SQLite database export#

About#

You can use the phenodata export-observations subcommand to export observations including metadata into an SQLite database.

The database will contain the data table dwd_observation, and the metadata tables dwd_station, dwd_species, dwd_phase, dwd_quality_byte, and dwd_quality_level.
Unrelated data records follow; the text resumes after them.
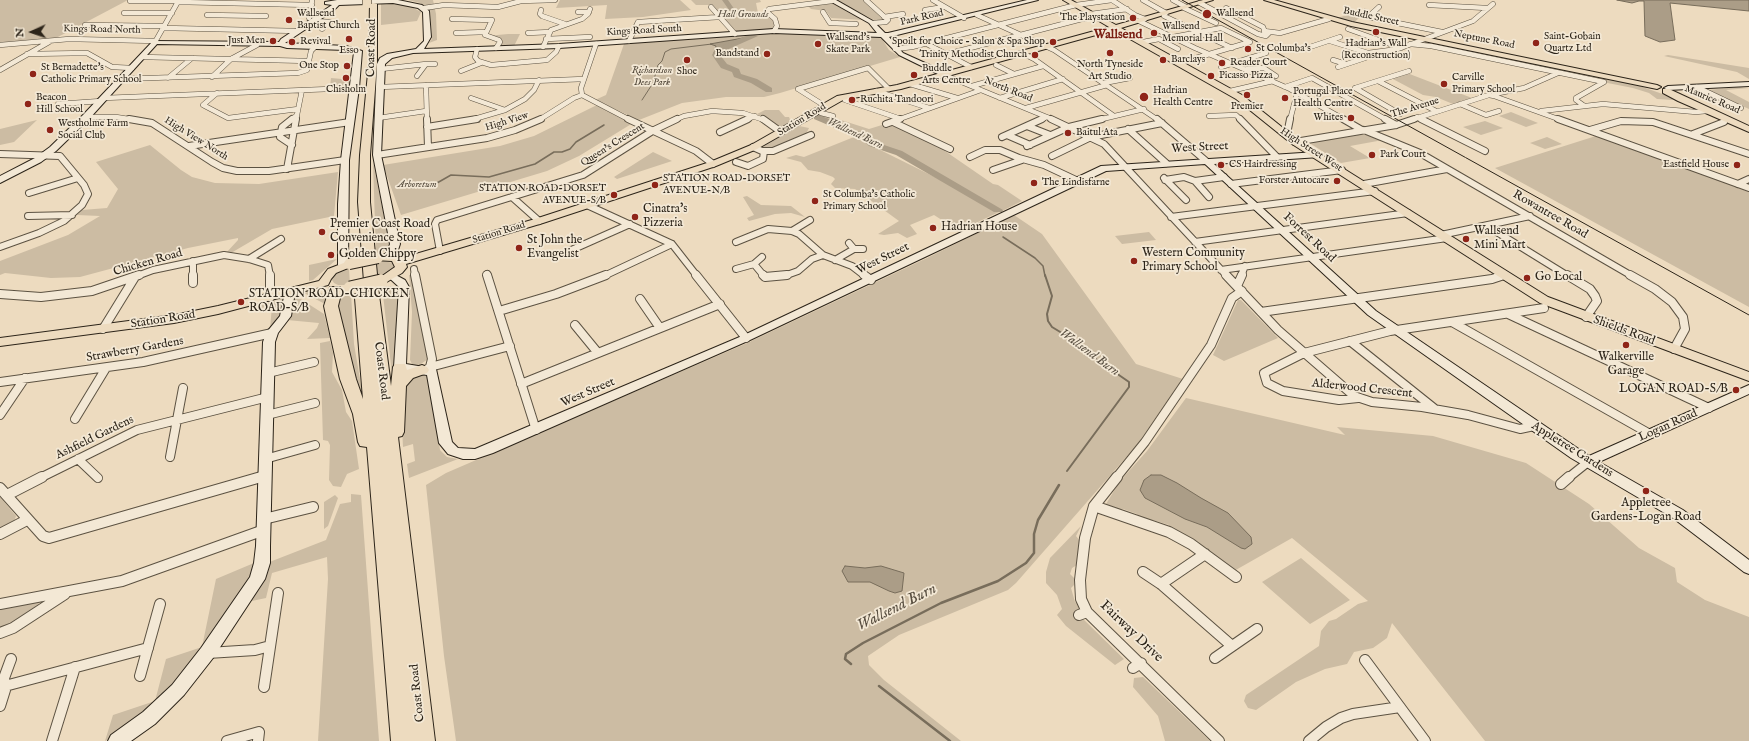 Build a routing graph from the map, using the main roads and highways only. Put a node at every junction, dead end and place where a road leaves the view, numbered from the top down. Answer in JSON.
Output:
{"nodes":[{"id":1,"x":1066,"y":0,"type":"edge"},
{"id":2,"x":1267,"y":0,"type":"edge"},
{"id":3,"x":365,"y":2,"type":"edge"},
{"id":4,"x":1205,"y":2,"type":"edge"},
{"id":5,"x":1116,"y":28,"type":"junction"},
{"id":6,"x":1424,"y":39,"type":"joint"},
{"id":7,"x":1667,"y":90,"type":"joint"},
{"id":8,"x":1749,"y":128,"type":"edge"},
{"id":9,"x":400,"y":262,"type":"junction"},
{"id":10,"x":1504,"y":275,"type":"joint"},
{"id":11,"x":336,"y":287,"type":"junction"},
{"id":12,"x":0,"y":342,"type":"edge"},
{"id":13,"x":400,"y":367,"type":"road end"},
{"id":14,"x":426,"y":369,"type":"road end"},
{"id":15,"x":1749,"y":377,"type":"edge"},
{"id":16,"x":399,"y":385,"type":"junction"},
{"id":17,"x":395,"y":477,"type":"junction"},
{"id":18,"x":382,"y":536,"type":"junction"},
{"id":19,"x":402,"y":741,"type":"edge"},
{"id":20,"x":424,"y":741,"type":"edge"}],
"edges":[{"from":1,"to":5,"type":"main road","name":"High Street West"},
{"from":2,"to":6,"type":"main road","name":"Buddle Street"},
{"from":3,"to":17,"type":"highway","name":"Coast Road"},
{"from":3,"to":18,"type":"highway","name":"Coast Road"},
{"from":4,"to":5,"type":"main road","name":"Station Road"},
{"from":5,"to":9,"type":"main road","name":"Station Road"},
{"from":5,"to":10,"type":"main road","name":"High Street West"},
{"from":6,"to":7,"type":"main road","name":"Neptune Road"},
{"from":7,"to":8,"type":"main road","name":"Maurice Road"},
{"from":9,"to":11,"type":"main road","name":"Station Road","bridge":true},
{"from":9,"to":11,"type":"main road","bridge":true},
{"from":10,"to":15,"type":"main road","name":"Shields Road"},
{"from":11,"to":12,"type":"main road","name":"Station Road"},
{"from":11,"to":18,"type":"highway"},
{"from":13,"to":16,"type":"highway"},
{"from":14,"to":16,"type":"highway"},
{"from":16,"to":17,"type":"highway"},
{"from":17,"to":20,"type":"highway","name":"Coast Road"},
{"from":18,"to":19,"type":"highway","name":"Coast Road"}]}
There is also a database view called dwd_phenology, which will join those tables together properly, and present a denormalized variant of the data, ready for convenient querying.

If you want to create SQLite database archive files, containing all datasets, or just download and use them, please follow up reading the DWD SQLite database archive documentation section.

Usage#

Produce#

This example walks you through the steps needed to store a subset of the phenology observation data available on DWD CDC into an SQLite database file on your machine.

Let’s start by defining the database name.

export DBPATH=phenodata-dwd-annual-recent-hasel.sqlite

Now, export a few selected data points to keep the database size small.

phenodata export-observations \
    --source=dwd --dataset=annual --partition=recent \
    --station=münchen \
    --year=2021,2022,2023 \
    --filename=Hasel \
    --target=sqlite:///${DBPATH}

Attention

Please note that each invocation will overwrite (replace) all tables within the given database without confirmation.

Consume#

sqlite3#

Inquire the database schema and metadata information.

# Display all tables and views.
sqlite3 "${DBPATH}" '.tables'

# Display schema of all tables and views.
sqlite3 "${DBPATH}" '.fullschema --indent'

# Display database metadata information.
sqlite3 "${DBPATH}" -csv -header 'SELECT * FROM dwd_about'

Run a query on the dwd_phenology view.

sqlite3 -csv -header "${DBPATH}" 'SELECT * FROM dwd_phenology ORDER BY date;'

sqlite3 -csv -header "${DBPATH}" <<SQL
SELECT * FROM dwd_phenology ORDER BY date;
SQL

Details#

You can always inspect the database schema using sqlite3 "${DBPATH}" '.fullschema --indent'. In order to learn about how the dwd_phenology database view looks like, this SQL example can be helpful.

sqlite3 -csv -header "${DBPATH}" <<SQL
SELECT
   dwd_observation.*,
   dwd_station.*,
   dwd_station.station_name AS station_name,
   dwd_species.species_name_en AS species_name,
   dwd_phase.phase_name_en AS phase_name
FROM
   dwd_observation, dwd_station, dwd_species, dwd_phase
WHERE true
   AND dwd_observation.station_id=dwd_station.id
   AND dwd_observation.species_id=dwd_species.id
   AND dwd_observation.phase_id=dwd_phase.id
SQL

Note

Please note this SQL example omits joining in the dwd_quality_byte and dwd_quality_level tables for better readability. The view dwd_phenology does include them.

Backlog#

Todo

[o] How to publish using Datasette
[o] How to publish using Grafana SQLite Datasource
[o] Explore compression options
[o] Export to Parquet format